┌──

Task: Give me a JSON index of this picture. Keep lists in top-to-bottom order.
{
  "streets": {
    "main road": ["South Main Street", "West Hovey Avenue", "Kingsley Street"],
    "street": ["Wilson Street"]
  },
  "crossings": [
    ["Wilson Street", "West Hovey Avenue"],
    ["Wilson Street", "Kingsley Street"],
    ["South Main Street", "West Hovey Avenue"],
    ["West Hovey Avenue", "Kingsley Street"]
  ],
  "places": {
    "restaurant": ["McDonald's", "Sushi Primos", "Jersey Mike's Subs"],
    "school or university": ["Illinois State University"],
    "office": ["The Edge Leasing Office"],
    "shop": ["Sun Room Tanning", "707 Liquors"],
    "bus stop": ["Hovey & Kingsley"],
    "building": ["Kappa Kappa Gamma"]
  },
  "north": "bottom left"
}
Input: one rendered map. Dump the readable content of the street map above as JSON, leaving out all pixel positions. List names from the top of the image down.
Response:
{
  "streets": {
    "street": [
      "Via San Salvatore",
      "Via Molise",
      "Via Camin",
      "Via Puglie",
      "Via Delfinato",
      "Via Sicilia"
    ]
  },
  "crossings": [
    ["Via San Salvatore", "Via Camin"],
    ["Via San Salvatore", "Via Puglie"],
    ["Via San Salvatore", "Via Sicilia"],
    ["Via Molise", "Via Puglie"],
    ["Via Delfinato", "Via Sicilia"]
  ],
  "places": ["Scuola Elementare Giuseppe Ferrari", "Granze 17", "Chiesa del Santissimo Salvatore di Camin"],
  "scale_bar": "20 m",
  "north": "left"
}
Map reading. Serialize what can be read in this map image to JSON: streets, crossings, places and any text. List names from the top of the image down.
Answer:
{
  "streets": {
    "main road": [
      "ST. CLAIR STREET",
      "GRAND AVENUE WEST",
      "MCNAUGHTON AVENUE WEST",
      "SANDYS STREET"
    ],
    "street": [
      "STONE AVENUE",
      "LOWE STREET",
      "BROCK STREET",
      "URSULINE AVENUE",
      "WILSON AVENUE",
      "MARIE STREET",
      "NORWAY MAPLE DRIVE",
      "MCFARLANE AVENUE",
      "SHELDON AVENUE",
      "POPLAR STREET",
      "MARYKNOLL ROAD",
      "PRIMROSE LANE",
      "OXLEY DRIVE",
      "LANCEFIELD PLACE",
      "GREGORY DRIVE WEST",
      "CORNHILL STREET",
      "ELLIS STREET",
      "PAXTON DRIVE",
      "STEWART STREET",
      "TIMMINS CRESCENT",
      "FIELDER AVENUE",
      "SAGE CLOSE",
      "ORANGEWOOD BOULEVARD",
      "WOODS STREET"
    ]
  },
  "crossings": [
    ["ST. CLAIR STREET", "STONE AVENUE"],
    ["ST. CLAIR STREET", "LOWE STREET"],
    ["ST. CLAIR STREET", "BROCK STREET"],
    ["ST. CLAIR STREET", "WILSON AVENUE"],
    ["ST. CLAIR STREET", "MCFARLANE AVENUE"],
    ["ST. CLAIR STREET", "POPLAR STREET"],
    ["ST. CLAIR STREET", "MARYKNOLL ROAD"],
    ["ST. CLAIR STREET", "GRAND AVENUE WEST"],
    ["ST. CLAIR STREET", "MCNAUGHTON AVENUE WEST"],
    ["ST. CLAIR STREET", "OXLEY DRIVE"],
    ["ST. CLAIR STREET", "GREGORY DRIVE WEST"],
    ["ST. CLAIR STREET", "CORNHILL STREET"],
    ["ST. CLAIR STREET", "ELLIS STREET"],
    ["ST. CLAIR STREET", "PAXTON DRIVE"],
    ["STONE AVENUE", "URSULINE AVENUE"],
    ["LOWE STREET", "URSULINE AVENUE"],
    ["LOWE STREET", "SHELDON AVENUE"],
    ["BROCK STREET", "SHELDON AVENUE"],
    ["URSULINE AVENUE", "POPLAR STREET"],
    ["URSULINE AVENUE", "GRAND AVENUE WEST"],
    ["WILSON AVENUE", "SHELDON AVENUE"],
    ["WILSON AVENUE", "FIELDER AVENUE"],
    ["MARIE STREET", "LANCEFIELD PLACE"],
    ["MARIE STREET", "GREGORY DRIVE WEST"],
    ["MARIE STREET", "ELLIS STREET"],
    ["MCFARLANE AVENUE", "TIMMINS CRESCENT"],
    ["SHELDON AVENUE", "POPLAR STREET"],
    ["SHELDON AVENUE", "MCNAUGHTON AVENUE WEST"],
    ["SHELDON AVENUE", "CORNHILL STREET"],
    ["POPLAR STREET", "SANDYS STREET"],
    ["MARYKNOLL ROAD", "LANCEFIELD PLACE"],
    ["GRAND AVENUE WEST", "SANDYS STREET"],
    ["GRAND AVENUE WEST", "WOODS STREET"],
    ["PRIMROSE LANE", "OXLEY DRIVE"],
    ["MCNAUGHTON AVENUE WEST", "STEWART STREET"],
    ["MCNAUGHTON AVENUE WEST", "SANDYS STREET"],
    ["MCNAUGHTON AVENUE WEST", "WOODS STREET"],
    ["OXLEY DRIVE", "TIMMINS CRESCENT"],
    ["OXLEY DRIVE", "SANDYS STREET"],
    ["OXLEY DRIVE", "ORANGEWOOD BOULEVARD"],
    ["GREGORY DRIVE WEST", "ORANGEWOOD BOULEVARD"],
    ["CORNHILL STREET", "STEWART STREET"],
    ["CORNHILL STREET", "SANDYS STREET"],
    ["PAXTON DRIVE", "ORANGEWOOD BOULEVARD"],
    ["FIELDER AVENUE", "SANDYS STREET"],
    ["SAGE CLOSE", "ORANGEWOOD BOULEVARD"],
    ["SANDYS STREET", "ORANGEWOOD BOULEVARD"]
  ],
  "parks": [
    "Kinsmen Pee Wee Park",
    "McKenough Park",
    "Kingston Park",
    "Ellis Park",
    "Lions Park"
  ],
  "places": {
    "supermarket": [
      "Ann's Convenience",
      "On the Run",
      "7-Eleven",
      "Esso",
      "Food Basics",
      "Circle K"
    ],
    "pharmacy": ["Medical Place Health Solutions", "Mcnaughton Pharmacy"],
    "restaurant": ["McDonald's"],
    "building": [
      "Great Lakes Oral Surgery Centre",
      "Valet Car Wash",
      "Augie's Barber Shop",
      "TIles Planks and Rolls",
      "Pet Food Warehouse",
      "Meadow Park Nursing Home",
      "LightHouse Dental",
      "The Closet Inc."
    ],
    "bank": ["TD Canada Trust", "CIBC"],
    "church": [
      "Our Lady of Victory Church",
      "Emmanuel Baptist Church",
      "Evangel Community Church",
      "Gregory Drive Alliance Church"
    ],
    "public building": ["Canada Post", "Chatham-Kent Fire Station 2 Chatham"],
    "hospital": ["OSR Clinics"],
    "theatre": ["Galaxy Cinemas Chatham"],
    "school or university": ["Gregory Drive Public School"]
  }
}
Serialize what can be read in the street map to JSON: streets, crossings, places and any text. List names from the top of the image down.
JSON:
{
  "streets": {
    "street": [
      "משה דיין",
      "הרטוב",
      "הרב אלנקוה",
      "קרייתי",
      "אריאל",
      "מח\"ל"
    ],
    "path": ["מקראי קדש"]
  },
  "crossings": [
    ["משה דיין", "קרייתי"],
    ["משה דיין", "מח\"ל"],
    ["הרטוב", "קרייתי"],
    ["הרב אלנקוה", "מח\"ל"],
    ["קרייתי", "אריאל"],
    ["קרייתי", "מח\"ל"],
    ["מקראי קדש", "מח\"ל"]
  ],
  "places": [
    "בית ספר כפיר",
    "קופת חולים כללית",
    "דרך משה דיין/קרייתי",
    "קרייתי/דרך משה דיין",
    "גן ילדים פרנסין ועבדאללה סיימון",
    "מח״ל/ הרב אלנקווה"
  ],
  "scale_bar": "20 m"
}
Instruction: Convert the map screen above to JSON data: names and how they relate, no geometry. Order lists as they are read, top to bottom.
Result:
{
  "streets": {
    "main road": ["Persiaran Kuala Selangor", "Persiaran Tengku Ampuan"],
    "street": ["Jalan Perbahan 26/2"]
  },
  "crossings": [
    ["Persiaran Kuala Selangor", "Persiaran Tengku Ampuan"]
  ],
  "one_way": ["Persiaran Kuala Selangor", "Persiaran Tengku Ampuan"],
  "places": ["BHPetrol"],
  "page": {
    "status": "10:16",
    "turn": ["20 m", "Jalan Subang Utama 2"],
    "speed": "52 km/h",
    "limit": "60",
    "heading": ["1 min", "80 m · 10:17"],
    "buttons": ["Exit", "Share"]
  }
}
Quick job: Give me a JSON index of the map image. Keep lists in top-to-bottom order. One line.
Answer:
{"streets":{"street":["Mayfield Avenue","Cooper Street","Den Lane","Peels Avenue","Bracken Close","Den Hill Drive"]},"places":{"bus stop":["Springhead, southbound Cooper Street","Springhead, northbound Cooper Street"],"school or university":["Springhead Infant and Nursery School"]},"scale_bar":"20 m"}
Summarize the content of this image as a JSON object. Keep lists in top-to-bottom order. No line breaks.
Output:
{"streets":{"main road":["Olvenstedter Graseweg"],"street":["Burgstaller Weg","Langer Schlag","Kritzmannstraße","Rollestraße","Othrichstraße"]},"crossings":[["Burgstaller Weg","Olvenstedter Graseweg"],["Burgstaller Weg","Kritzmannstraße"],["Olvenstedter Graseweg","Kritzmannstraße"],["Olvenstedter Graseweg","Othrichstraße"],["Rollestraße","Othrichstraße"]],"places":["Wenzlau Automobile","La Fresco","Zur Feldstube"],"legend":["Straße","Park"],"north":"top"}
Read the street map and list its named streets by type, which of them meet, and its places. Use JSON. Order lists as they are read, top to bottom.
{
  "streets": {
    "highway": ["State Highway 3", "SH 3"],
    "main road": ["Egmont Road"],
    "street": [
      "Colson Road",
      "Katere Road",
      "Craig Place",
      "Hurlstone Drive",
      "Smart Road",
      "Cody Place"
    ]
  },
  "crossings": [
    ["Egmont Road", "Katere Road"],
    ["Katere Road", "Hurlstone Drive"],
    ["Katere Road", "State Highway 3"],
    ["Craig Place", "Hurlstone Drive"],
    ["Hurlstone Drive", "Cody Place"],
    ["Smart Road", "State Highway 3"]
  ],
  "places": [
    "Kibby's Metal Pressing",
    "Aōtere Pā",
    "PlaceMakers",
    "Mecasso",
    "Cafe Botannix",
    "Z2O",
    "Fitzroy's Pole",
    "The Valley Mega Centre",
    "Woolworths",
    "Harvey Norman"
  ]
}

└──

**Directions**
Each line of the data above that contains "Ampuan" counts once; report the total alone.

**Solution to this task**
3